A B2C fractional CMO sets marketing strategy, manages agencies and internal teams, makes decisions on channel mix and creative direction, and reports on commercial outcomes to the leadership team. The day-to-day varies significantly depending on the scope of the engagement, but the role is strategic rather than executional. A fractional CMO should be directing work, not doing it.
How many hours per week does a fractional CMO typically work?
Most fractional CMO engagements run between one and three days per week, depending on the size and complexity of the business. Some engagements are structured around specific deliverables rather than fixed hours. The number of hours matters less than whether the scope is clearly defined and the CMO has sufficient access to the leadership team and the internal team to do the work effectively.
What should a B2C brand pay for a fractional CMO?
Day rates for fractional CMOs with genuine senior B2C experience typically range from £800 to £2,000 per day in the UK market, with significant variation depending on category expertise, track record, and the complexity of the engagement. Monthly retainers for a two-day-per-week engagement generally sit between £6,000 and £15,000. Be cautious of rates significantly below that range, as they usually indicate someone earlier in their career than the title suggests.
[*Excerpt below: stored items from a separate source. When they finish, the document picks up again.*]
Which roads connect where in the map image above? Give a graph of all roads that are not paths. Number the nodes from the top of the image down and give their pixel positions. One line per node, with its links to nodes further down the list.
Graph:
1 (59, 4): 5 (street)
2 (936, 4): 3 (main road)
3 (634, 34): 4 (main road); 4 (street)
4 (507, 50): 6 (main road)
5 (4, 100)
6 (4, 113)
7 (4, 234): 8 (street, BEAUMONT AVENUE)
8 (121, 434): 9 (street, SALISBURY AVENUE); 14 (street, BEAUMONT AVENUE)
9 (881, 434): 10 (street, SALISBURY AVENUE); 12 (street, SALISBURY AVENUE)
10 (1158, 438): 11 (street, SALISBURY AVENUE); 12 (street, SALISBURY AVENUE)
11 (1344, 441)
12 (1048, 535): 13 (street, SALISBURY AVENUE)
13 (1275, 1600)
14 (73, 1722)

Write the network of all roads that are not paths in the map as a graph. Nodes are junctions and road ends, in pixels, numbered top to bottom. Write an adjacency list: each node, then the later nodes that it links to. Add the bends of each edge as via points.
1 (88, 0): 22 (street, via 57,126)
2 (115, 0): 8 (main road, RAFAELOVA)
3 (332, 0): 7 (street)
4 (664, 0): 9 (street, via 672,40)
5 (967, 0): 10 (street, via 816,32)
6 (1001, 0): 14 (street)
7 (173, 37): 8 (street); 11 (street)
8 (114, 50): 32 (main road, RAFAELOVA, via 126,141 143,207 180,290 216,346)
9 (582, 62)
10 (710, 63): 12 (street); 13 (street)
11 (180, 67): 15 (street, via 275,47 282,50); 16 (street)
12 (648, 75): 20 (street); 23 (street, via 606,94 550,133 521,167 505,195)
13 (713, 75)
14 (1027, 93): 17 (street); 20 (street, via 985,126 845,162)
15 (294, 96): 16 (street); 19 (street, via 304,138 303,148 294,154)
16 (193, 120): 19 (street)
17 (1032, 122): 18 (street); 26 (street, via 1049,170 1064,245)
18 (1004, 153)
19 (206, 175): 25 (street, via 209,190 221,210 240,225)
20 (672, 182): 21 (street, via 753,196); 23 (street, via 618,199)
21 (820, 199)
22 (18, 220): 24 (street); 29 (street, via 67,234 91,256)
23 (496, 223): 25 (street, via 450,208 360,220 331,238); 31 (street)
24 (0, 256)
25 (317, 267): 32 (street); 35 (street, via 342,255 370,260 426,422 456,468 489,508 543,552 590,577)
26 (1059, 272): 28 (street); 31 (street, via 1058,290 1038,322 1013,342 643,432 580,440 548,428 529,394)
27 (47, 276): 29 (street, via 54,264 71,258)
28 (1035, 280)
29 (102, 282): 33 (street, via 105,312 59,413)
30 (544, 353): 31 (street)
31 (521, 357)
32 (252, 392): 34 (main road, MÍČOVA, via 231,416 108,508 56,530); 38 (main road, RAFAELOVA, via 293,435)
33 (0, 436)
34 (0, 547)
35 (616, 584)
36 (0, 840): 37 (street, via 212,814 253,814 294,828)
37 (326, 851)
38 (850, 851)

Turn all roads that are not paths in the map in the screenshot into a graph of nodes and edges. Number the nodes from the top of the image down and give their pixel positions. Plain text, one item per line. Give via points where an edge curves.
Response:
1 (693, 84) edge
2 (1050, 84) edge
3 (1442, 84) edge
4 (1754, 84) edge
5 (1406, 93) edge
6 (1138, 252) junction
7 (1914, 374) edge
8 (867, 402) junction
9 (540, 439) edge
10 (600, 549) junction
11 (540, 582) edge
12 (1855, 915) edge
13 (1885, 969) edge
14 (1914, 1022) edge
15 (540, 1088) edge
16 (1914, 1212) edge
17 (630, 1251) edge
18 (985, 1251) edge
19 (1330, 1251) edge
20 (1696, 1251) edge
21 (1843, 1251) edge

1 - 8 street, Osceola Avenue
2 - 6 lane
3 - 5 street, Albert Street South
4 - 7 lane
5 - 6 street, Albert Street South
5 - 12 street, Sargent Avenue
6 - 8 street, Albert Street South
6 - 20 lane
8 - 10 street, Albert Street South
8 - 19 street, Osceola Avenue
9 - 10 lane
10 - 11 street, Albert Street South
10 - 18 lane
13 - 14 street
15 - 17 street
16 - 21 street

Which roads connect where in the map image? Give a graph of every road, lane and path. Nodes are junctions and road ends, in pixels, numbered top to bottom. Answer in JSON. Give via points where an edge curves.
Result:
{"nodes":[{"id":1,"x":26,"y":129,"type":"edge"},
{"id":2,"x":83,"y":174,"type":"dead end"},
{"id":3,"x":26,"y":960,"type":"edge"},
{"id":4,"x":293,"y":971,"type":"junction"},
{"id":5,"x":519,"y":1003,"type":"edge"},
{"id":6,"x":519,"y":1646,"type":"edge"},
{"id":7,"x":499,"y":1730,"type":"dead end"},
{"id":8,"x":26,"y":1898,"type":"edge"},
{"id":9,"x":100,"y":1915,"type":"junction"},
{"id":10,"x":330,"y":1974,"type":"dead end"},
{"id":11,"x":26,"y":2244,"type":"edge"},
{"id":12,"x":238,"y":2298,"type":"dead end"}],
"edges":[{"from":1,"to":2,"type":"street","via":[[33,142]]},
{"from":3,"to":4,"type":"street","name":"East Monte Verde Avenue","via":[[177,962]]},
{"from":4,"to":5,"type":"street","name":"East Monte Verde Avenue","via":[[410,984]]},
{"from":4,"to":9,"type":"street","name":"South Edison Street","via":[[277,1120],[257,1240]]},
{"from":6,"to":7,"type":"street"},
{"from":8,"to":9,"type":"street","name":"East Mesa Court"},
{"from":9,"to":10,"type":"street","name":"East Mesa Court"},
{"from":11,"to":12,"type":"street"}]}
How is a fractional CMO different from a marketing consultant?
A marketing consultant typically delivers a defined piece of work, a strategy document, a channel audit, a brand positioning framework, and then exits. A fractional CMO takes ongoing accountability for marketing outcomes, manages people and agencies, and operates as part of the leadership team. The distinction matters because the accountability model is different. A consultant advises. A fractional CMO decides and owns the results.
When should a B2C brand move from a fractional CMO to a full-time hire?
The right time to hire a full-time CMO is when the marketing function has grown to a point where it needs daily leadership, when the commercial stakes are high enough to justify the cost, and when there is enough internal structure for a full-time CMO to step into rather than build from scratch. A well-run fractional engagement should create those conditions. If it has not, that is worth examining before making the permanent hire.